The problem - The entire listing is to be repeated verbatim.

Data to process -
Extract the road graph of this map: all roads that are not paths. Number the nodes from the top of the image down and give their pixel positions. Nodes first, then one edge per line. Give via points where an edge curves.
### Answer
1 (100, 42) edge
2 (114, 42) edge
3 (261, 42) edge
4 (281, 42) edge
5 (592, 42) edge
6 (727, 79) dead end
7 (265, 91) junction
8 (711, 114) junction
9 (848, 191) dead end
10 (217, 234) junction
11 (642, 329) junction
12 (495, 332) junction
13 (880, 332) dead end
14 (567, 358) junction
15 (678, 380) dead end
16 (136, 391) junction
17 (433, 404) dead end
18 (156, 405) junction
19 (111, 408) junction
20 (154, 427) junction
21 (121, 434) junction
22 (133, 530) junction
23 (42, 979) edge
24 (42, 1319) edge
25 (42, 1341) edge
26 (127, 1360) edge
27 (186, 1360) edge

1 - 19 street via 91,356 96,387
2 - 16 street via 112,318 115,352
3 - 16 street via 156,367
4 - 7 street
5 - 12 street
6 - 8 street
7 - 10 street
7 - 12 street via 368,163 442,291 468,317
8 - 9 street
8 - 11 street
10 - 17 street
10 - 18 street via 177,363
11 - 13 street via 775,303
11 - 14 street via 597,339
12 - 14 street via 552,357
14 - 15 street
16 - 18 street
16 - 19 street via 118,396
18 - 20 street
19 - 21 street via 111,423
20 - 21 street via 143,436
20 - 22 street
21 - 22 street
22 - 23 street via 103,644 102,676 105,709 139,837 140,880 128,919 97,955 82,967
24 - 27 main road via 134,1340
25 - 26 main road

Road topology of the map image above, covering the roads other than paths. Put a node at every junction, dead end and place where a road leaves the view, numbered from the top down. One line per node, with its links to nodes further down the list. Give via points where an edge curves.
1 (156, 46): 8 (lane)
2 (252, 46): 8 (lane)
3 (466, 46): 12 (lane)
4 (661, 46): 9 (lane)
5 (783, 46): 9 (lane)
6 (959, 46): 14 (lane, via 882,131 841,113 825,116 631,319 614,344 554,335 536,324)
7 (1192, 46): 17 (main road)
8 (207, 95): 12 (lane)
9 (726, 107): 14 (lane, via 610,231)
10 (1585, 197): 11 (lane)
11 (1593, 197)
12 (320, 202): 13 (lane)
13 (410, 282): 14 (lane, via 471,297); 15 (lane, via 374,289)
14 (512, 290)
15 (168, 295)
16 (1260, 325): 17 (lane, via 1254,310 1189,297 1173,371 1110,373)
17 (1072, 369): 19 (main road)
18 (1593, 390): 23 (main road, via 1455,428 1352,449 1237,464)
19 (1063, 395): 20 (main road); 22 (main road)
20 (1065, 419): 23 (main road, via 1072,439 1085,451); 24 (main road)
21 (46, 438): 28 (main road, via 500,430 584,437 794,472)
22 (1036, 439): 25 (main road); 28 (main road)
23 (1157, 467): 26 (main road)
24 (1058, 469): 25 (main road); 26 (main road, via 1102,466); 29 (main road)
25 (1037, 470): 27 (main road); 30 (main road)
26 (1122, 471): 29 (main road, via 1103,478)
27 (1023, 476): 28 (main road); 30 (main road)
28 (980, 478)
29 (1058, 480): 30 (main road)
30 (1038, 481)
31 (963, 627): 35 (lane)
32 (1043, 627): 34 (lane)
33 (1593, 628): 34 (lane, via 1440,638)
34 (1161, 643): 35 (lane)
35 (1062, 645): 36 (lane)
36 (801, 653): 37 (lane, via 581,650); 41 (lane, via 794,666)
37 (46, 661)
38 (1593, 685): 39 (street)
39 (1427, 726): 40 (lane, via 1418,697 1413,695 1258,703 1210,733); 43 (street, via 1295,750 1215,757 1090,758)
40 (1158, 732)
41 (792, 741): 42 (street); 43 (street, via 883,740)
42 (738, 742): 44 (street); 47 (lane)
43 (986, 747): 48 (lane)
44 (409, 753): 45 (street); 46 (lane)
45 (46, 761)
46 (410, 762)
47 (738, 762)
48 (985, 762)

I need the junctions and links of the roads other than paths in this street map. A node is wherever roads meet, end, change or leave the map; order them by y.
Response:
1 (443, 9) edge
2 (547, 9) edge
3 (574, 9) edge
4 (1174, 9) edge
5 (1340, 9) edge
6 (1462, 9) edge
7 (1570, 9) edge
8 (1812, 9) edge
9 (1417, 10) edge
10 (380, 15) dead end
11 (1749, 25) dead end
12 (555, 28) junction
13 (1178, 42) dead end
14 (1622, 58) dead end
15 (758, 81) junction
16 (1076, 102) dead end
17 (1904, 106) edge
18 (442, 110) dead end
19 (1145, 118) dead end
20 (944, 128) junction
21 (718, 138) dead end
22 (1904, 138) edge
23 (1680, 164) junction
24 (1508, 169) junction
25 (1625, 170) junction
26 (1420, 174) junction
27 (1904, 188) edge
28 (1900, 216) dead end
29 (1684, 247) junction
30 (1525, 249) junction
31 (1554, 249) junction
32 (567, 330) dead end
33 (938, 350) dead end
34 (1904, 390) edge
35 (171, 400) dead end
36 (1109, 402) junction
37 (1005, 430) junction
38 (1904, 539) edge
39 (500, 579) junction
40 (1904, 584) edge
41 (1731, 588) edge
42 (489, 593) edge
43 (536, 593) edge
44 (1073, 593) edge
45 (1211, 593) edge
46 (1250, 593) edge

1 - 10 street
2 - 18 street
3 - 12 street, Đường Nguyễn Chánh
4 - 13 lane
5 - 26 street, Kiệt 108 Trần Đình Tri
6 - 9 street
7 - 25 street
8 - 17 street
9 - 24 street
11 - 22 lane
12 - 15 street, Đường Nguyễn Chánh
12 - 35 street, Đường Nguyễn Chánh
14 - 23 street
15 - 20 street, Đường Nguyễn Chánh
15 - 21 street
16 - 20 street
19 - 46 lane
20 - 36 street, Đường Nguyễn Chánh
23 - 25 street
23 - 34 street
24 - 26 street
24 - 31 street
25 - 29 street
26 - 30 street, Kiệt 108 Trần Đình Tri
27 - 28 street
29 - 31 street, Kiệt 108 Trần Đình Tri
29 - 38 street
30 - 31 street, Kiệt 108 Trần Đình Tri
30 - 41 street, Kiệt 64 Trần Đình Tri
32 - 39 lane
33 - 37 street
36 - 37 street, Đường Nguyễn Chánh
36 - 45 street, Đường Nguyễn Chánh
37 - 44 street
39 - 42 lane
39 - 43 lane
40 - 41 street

Result of the exercise -
Extract the road graph of this map: all roads that are not paths. Number the nodes from the top of the image down and give their pixel positions. Nodes first, then one edge per line. Give via points where an edge curves.
### Answer
1 (100, 42) edge
2 (114, 42) edge
3 (261, 42) edge
4 (281, 42) edge
5 (592, 42) edge
6 (727, 79) dead end
7 (265, 91) junction
8 (711, 114) junction
9 (848, 191) dead end
10 (217, 234) junction
11 (642, 329) junction
12 (495, 332) junction
13 (880, 332) dead end
14 (567, 358) junction
15 (678, 380) dead end
16 (136, 391) junction
17 (433, 404) dead end
18 (156, 405) junction
19 (111, 408) junction
20 (154, 427) junction
21 (121, 434) junction
22 (133, 530) junction
23 (42, 979) edge
24 (42, 1319) edge
25 (42, 1341) edge
26 (127, 1360) edge
27 (186, 1360) edge

1 - 19 street via 91,356 96,387
2 - 16 street via 112,318 115,352
3 - 16 street via 156,367
4 - 7 street
5 - 12 street
6 - 8 street
7 - 10 street
7 - 12 street via 368,163 442,291 468,317
8 - 9 street
8 - 11 street
10 - 17 street
10 - 18 street via 177,363
11 - 13 street via 775,303
11 - 14 street via 597,339
12 - 14 street via 552,357
14 - 15 street
16 - 18 street
16 - 19 street via 118,396
18 - 20 street
19 - 21 street via 111,423
20 - 21 street via 143,436
20 - 22 street
21 - 22 street
22 - 23 street via 103,644 102,676 105,709 139,837 140,880 128,919 97,955 82,967
24 - 27 main road via 134,1340
25 - 26 main road

Road topology of the map image above, covering the roads other than paths. Put a node at every junction, dead end and place where a road leaves the view, numbered from the top down. One line per node, with its links to nodes further down the list. Give via points where an edge curves.
1 (156, 46): 8 (lane)
2 (252, 46): 8 (lane)
3 (466, 46): 12 (lane)
4 (661, 46): 9 (lane)
5 (783, 46): 9 (lane)
6 (959, 46): 14 (lane, via 882,131 841,113 825,116 631,319 614,344 554,335 536,324)
7 (1192, 46): 17 (main road)
8 (207, 95): 12 (lane)
9 (726, 107): 14 (lane, via 610,231)
10 (1585, 197): 11 (lane)
11 (1593, 197)
12 (320, 202): 13 (lane)
13 (410, 282): 14 (lane, via 471,297); 15 (lane, via 374,289)
14 (512, 290)
15 (168, 295)
16 (1260, 325): 17 (lane, via 1254,310 1189,297 1173,371 1110,373)
17 (1072, 369): 19 (main road)
18 (1593, 390): 23 (main road, via 1455,428 1352,449 1237,464)
19 (1063, 395): 20 (main road); 22 (main road)
20 (1065, 419): 23 (main road, via 1072,439 1085,451); 24 (main road)
21 (46, 438): 28 (main road, via 500,430 584,437 794,472)
22 (1036, 439): 25 (main road); 28 (main road)
23 (1157, 467): 26 (main road)
24 (1058, 469): 25 (main road); 26 (main road, via 1102,466); 29 (main road)
25 (1037, 470): 27 (main road); 30 (main road)
26 (1122, 471): 29 (main road, via 1103,478)
27 (1023, 476): 28 (main road); 30 (main road)
28 (980, 478)
29 (1058, 480): 30 (main road)
30 (1038, 481)
31 (963, 627): 35 (lane)
32 (1043, 627): 34 (lane)
33 (1593, 628): 34 (lane, via 1440,638)
34 (1161, 643): 35 (lane)
35 (1062, 645): 36 (lane)
36 (801, 653): 37 (lane, via 581,650); 41 (lane, via 794,666)
37 (46, 661)
38 (1593, 685): 39 (street)
39 (1427, 726): 40 (lane, via 1418,697 1413,695 1258,703 1210,733); 43 (street, via 1295,750 1215,757 1090,758)
40 (1158, 732)
41 (792, 741): 42 (street); 43 (street, via 883,740)
42 (738, 742): 44 (street); 47 (lane)
43 (986, 747): 48 (lane)
44 (409, 753): 45 (street); 46 (lane)
45 (46, 761)
46 (410, 762)
47 (738, 762)
48 (985, 762)

I need the junctions and links of the roads other than paths in this street map. A node is wherever roads meet, end, change or leave the map; order them by y.
Response:
1 (443, 9) edge
2 (547, 9) edge
3 (574, 9) edge
4 (1174, 9) edge
5 (1340, 9) edge
6 (1462, 9) edge
7 (1570, 9) edge
8 (1812, 9) edge
9 (1417, 10) edge
10 (380, 15) dead end
11 (1749, 25) dead end
12 (555, 28) junction
13 (1178, 42) dead end
14 (1622, 58) dead end
15 (758, 81) junction
16 (1076, 102) dead end
17 (1904, 106) edge
18 (442, 110) dead end
19 (1145, 118) dead end
20 (944, 128) junction
21 (718, 138) dead end
22 (1904, 138) edge
23 (1680, 164) junction
24 (1508, 169) junction
25 (1625, 170) junction
26 (1420, 174) junction
27 (1904, 188) edge
28 (1900, 216) dead end
29 (1684, 247) junction
30 (1525, 249) junction
31 (1554, 249) junction
32 (567, 330) dead end
33 (938, 350) dead end
34 (1904, 390) edge
35 (171, 400) dead end
36 (1109, 402) junction
37 (1005, 430) junction
38 (1904, 539) edge
39 (500, 579) junction
40 (1904, 584) edge
41 (1731, 588) edge
42 (489, 593) edge
43 (536, 593) edge
44 (1073, 593) edge
45 (1211, 593) edge
46 (1250, 593) edge

1 - 10 street
2 - 18 street
3 - 12 street, Đường Nguyễn Chánh
4 - 13 lane
5 - 26 street, Kiệt 108 Trần Đình Tri
6 - 9 street
7 - 25 street
8 - 17 street
9 - 24 street
11 - 22 lane
12 - 15 street, Đường Nguyễn Chánh
12 - 35 street, Đường Nguyễn Chánh
14 - 23 street
15 - 20 street, Đường Nguyễn Chánh
15 - 21 street
16 - 20 street
19 - 46 lane
20 - 36 street, Đường Nguyễn Chánh
23 - 25 street
23 - 34 street
24 - 26 street
24 - 31 street
25 - 29 street
26 - 30 street, Kiệt 108 Trần Đình Tri
27 - 28 street
29 - 31 street, Kiệt 108 Trần Đình Tri
29 - 38 street
30 - 31 street, Kiệt 108 Trần Đình Tri
30 - 41 street, Kiệt 64 Trần Đình Tri
32 - 39 lane
33 - 37 street
36 - 37 street, Đường Nguyễn Chánh
36 - 45 street, Đường Nguyễn Chánh
37 - 44 street
39 - 42 lane
39 - 43 lane
40 - 41 street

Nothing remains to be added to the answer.